Dataset entries ->
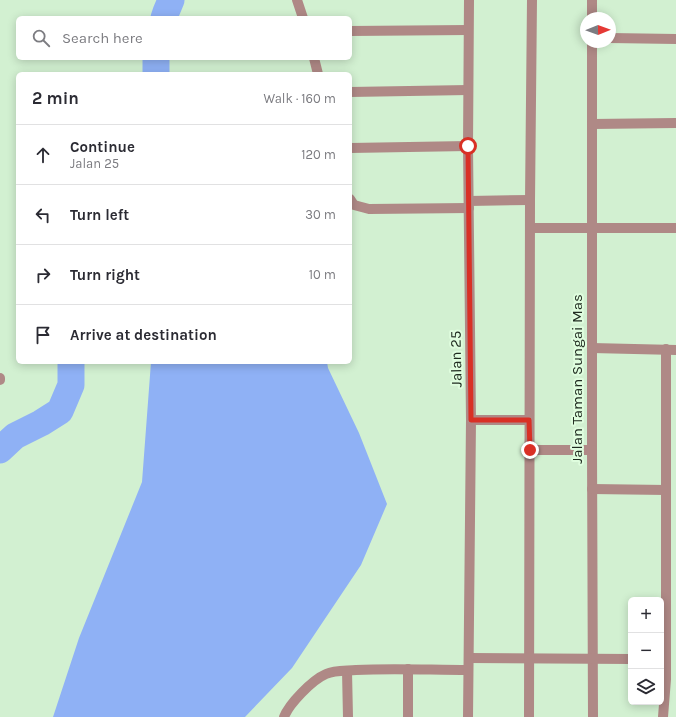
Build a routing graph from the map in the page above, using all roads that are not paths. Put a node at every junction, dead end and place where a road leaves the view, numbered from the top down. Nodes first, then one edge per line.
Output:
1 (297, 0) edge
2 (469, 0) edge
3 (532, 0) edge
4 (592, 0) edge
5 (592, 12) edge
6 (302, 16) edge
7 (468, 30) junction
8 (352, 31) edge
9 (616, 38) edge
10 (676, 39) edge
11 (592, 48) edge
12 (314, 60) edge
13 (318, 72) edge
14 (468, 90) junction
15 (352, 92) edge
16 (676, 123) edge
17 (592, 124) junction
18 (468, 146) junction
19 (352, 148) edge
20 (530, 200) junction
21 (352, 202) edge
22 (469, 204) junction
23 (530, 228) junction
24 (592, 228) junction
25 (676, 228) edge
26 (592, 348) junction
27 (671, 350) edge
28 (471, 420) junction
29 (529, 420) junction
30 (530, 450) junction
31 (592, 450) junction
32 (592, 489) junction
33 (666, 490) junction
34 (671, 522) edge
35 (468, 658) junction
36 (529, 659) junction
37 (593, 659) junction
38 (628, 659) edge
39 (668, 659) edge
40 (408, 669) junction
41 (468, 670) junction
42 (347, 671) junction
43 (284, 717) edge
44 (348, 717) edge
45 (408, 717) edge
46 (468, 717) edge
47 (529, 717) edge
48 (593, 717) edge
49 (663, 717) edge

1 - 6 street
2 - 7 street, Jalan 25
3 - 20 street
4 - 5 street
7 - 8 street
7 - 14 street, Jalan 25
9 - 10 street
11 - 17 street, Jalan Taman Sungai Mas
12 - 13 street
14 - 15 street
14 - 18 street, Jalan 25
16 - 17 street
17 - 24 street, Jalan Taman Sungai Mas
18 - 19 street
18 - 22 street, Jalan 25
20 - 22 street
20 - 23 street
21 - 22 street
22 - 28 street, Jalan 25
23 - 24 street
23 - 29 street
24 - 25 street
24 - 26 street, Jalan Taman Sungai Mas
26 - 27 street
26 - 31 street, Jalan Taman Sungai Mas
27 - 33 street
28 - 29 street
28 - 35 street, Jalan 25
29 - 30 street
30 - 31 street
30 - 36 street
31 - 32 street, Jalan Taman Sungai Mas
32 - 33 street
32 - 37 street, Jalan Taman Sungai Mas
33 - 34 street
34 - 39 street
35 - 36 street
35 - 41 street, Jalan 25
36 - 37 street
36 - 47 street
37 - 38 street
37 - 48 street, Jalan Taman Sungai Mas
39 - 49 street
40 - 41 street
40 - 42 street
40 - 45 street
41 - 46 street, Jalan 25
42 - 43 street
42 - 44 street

Exercise directions ->
Out of the entries, pull every line that mentions "Taman".

Response for this exercise ->
11 - 17 street, Jalan Taman Sungai Mas
17 - 24 street, Jalan Taman Sungai Mas
24 - 26 street, Jalan Taman Sungai Mas
26 - 31 street, Jalan Taman Sungai Mas
31 - 32 street, Jalan Taman Sungai Mas
32 - 37 street, Jalan Taman Sungai Mas
37 - 48 street, Jalan Taman Sungai Mas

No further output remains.